À date et à l’aune des hypothèses connues dans le pré-rapport du HCAAM, aucun des quatre scenarii ne semble correspondre aux enjeux et aux besoins ni garantir des ressources suffisantes à la Sécurité sociale pour assurer ses missions actuelles et futures.
Il est nécessaire de réinscrire les protections sociales sur le temps long. On ne peut raisonner les sécurités sociales à l’aune d’une loi de financement de la Sécu, ni même à l’échelle d’une législature. Si des adaptations profondes doivent être engagées et compte tenu des transitions multiples auxquelles notre société doit faire face, il paraît indispensable de nous accorder sur un nouveau compromis. Mais si nous voulons réussir, il faut une méthode et du temps pour nous accorder sur ce que nous voulons protéger et accompagner, en associant toutes les parties prenantes. Une fois cela défini, nous pourrons alors déterminer la manière de répartir l’effort en fonction des ressources que nous consentons collectivement d’y allouer.
Notre société doit affronter une transition écologique, qui va affecter les modes de production et de consommation auxquels certains flux de financement de la protection sociale sont assujettis, au-delà des conséquences environnementales de la santé ; nous devons les anticiper.

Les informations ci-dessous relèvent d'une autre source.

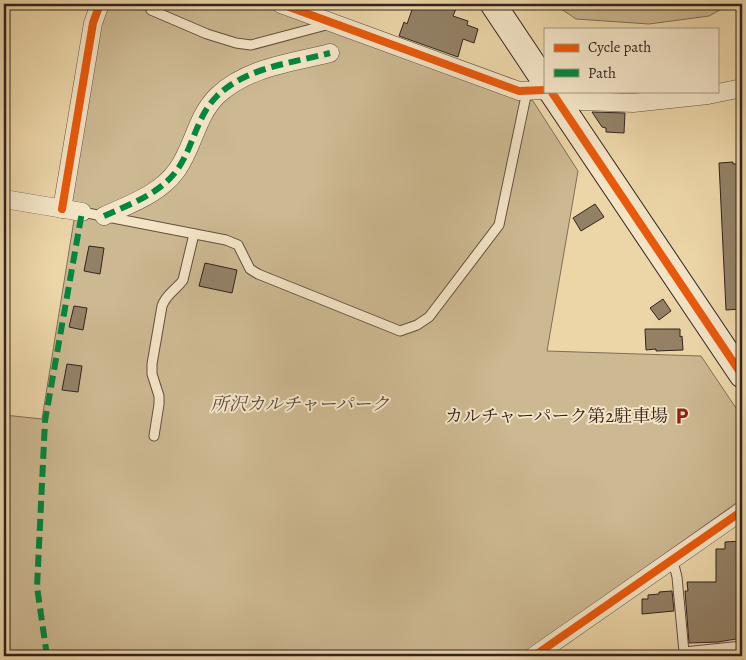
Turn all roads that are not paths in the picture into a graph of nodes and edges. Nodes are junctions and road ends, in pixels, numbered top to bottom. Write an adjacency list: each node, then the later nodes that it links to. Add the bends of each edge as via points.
1 (100, 4): 14 (street, via 93,23)
2 (281, 4): 5 (street)
3 (493, 4): 8 (street)
4 (151, 10): 5 (lane, via 236,44 251,45)
5 (332, 23): 9 (street, via 519,91)
6 (330, 53): 16 (street, via 254,72 227,88 217,96 196,126 177,170 150,195)
7 (742, 88): 12 (street, via 633,103 590,100)
8 (544, 89)
9 (544, 91)
10 (545, 92): 17 (lane, via 499,225 428,317 417,325 400,331 258,274 250,269 238,245)
11 (546, 92): 18 (street)
12 (550, 92)
13 (4, 199): 14 (street)
14 (62, 209): 15 (street)
15 (82, 212): 16 (lane)
16 (104, 216): 17 (lane)
17 (194, 234): 19 (lane, via 183,280 162,306 152,364 159,404)
18 (739, 366)
19 (154, 436)
20 (742, 511): 21 (street)
21 (673, 560): 22 (lane, via 684,652); 23 (street)
22 (742, 646)
23 (534, 656)

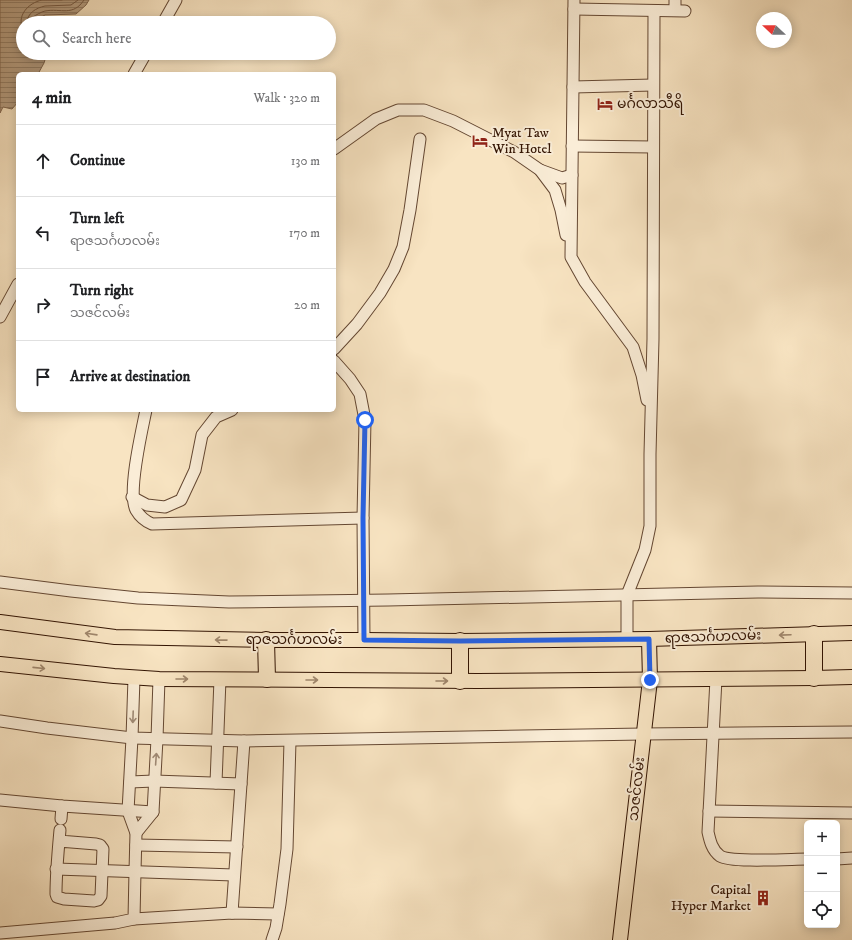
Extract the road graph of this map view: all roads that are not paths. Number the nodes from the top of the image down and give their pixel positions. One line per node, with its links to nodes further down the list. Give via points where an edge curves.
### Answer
1 (176, 0): 5 (street)
2 (574, 4): 4 (street); 9 (street)
3 (678, 7): 4 (street)
4 (654, 11): 8 (street)
5 (167, 16)
6 (142, 60): 7 (street)
7 (135, 72)
8 (653, 85): 9 (street); 12 (street)
9 (573, 87): 11 (street)
10 (420, 139): 19 (street, via 403,247 380,293)
11 (572, 146): 12 (street); 15 (street)
12 (653, 147): 23 (street)
13 (336, 148): 14 (street, via 376,119 398,110 424,110 453,121 514,152)
14 (540, 170): 15 (street, via 562,178); 16 (street, via 555,190)
15 (572, 175): 16 (street)
16 (571, 257): 23 (street, via 585,282 633,347)
17 (16, 288): 18 (street)
18 (0, 317)
19 (336, 347)
20 (336, 364): 25 (street, via 360,394 365,420)
21 (146, 412): 24 (street)
22 (226, 412): 24 (street, via 216,417 202,435 194,470 181,500 165,507 147,505)
23 (651, 416): 28 (street, via 650,526 645,550)
24 (132, 497): 25 (street, via 136,509 144,520 152,524)
25 (363, 518): 29 (street)
26 (0, 582): 29 (street, via 138,598 229,602)
27 (852, 592): 28 (street)
28 (627, 595): 29 (street); 33 (street)
29 (364, 600): 36 (street)
30 (0, 622): 35 (main road, ရာဇသင်္ဂဟလမ်း, one-way to 30, via 115,638)
31 (852, 632): 32 (main road, ရာဇသင်္ဂဟလမ်း)
32 (814, 634): 34 (main road, ရာဇသင်္ဂဟလမ်း, one-way to 34); 42 (highway)
33 (627, 638): 34 (main road, ရာဇသင်္ဂဟလမ်း); 37 (main road, ရာဇသင်္ဂဟလမ်း)
34 (649, 639): 46 (main road, သဇင်လမ်း)
35 (266, 640): 36 (main road, ရာဇသင်္ဂဟလမ်း); 45 (highway)
36 (364, 640): 37 (main road, ရာဇသင်္ဂဟလမ်း)
37 (460, 641): 47 (highway)
38 (0, 664): 40 (main road, one-way to 40)
39 (852, 677): 42 (main road)
40 (134, 678): 43 (main road); 52 (street, one-way to 52)
41 (220, 678): 43 (main road, one-way to 41); 45 (main road); 54 (street)
42 (814, 678): 44 (main road)
43 (159, 679): 53 (street)
44 (716, 679): 46 (main road); 51 (street)
45 (267, 680): 47 (main road, one-way to 47)
46 (650, 680): 47 (main road); 50 (main road, သဇင်လမ်း)
47 (460, 681)
48 (0, 721): 52 (street)
49 (852, 732): 51 (street)
50 (643, 734): 51 (street); 56 (street); 83 (main road, သဇင်လမ်း)
51 (714, 734): 64 (street)
52 (132, 738): 53 (street); 58 (street)
53 (157, 739): 54 (street); 57 (street, one-way to 53)
54 (217, 741): 55 (street); 59 (street)
55 (244, 741): 56 (street); 60 (street)
56 (290, 741): 79 (street, via 287,849)
57 (154, 781): 58 (street); 59 (street); 65 (street)
58 (130, 782): 63 (street)
59 (216, 783): 60 (street)
60 (241, 784): 70 (street)
61 (0, 800): 62 (street)
62 (62, 806): 63 (street); 67 (street)
63 (128, 811): 65 (street); 68 (street)
64 (709, 811): 66 (street); 72 (street, via 710,841 721,857 744,860)
65 (153, 812): 68 (street)
66 (852, 813)
67 (60, 830): 74 (street); 75 (street, via 100,845 103,849)
68 (136, 833): 69 (street)
69 (136, 846): 70 (street); 76 (street)
70 (236, 847): 77 (street)
71 (852, 858): 73 (street)
72 (804, 859)
73 (840, 859)
74 (56, 869): 75 (street); 75 (street, via 57,897 94,902 101,896)
75 (102, 871): 76 (street)
76 (135, 871): 77 (street); 80 (street)
77 (234, 875): 78 (street)
78 (232, 913): 79 (street); 80 (street)
79 (278, 914): 82 (street)
80 (134, 919): 81 (street)
81 (0, 933)
82 (272, 940)
83 (620, 940)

Nous sommes confrontés à une transition démographique : quatre générations (bientôt cinq) cohabitent. Cela a des conséquences importantes quant à la répartition des richesses et à la transmission des patrimoines ; cela engendre des dépenses en santé et davantage d’accompagnements sociaux. Nous avons intérêt à soutenir les aidants si nous ne voulons pas devoir assumer des dépenses sociales insoutenables. Tout ne pourra relever de la financiarisation des protections sociales.
Nous sommes par ailleurs engagés dans une transition numérique qui touche tous les compartiments de nos vies, notamment la santé, dans l’organisation, le recours aux données et l’intelligence artificielle. Ces évolutions doivent être accompagnées pour se traduire en progrès partagés et utiles à tous, afin de permettre une meilleure personnalisation de la prévention et des accompagnements. Nous devons en revanche refuser l’individualisation du risque qui serait mortifère pour les solidarités et la cohésion sociale.
C’est pourquoi j’en appelle à repenser les protections sociales durables dont nous avons besoin, afin de réinscrire ces protections dans la confiance en réinterrogeant leur périmètre (santé, prévoyance, retraite, dépendance et prévention), en réintroduisant leur financement sur le temps long et en rendant les assurés sociaux acteurs.